PROBLEM REQUIREMENTS:
Reproduce all the records word for word. Omit images.

Collected data:
== Segment start ==

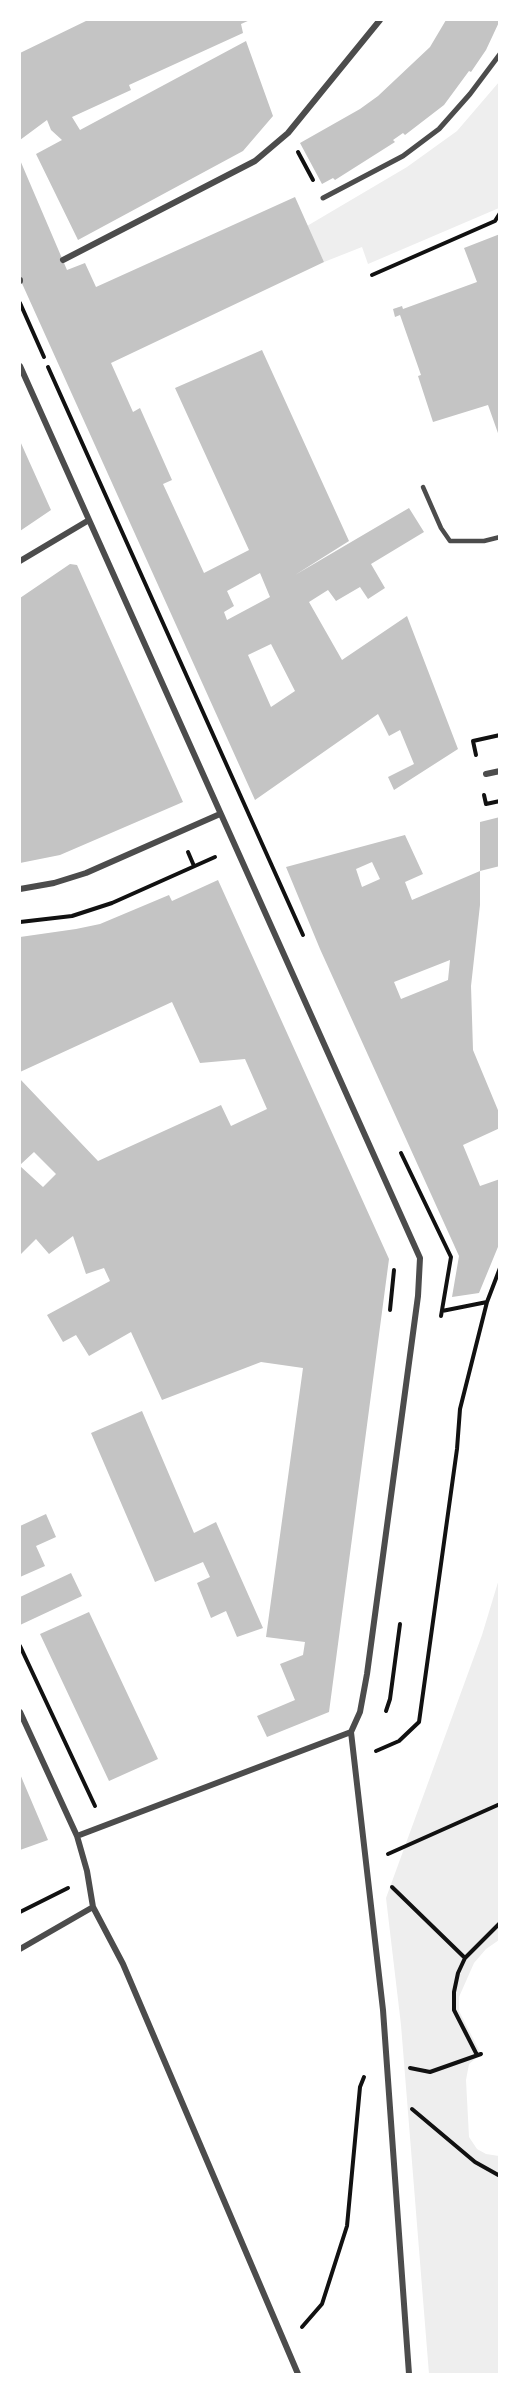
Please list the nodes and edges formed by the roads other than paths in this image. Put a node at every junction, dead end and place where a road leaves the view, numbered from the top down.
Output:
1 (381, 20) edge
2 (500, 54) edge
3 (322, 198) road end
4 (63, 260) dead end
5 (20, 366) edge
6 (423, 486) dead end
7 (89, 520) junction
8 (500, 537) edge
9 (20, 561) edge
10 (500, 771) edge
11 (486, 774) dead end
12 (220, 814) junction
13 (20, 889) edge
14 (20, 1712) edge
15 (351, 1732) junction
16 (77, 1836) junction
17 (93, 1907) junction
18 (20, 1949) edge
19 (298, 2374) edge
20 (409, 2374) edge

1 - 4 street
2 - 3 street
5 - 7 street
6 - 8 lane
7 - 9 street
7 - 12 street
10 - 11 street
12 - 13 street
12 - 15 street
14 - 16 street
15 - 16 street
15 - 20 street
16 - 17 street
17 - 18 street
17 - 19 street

== Segment end ==

ANSWER TO THIS PROBLEM:
Please list the nodes and edges formed by the roads other than paths in this image. Put a node at every junction, dead end and place where a road leaves the view, numbered from the top down.
Output:
1 (381, 20) edge
2 (500, 54) edge
3 (322, 198) road end
4 (63, 260) dead end
5 (20, 366) edge
6 (423, 486) dead end
7 (89, 520) junction
8 (500, 537) edge
9 (20, 561) edge
10 (500, 771) edge
11 (486, 774) dead end
12 (220, 814) junction
13 (20, 889) edge
14 (20, 1712) edge
15 (351, 1732) junction
16 (77, 1836) junction
17 (93, 1907) junction
18 (20, 1949) edge
19 (298, 2374) edge
20 (409, 2374) edge

1 - 4 street
2 - 3 street
5 - 7 street
6 - 8 lane
7 - 9 street
7 - 12 street
10 - 11 street
12 - 13 street
12 - 15 street
14 - 16 street
15 - 16 street
15 - 20 street
16 - 17 street
17 - 18 street
17 - 19 street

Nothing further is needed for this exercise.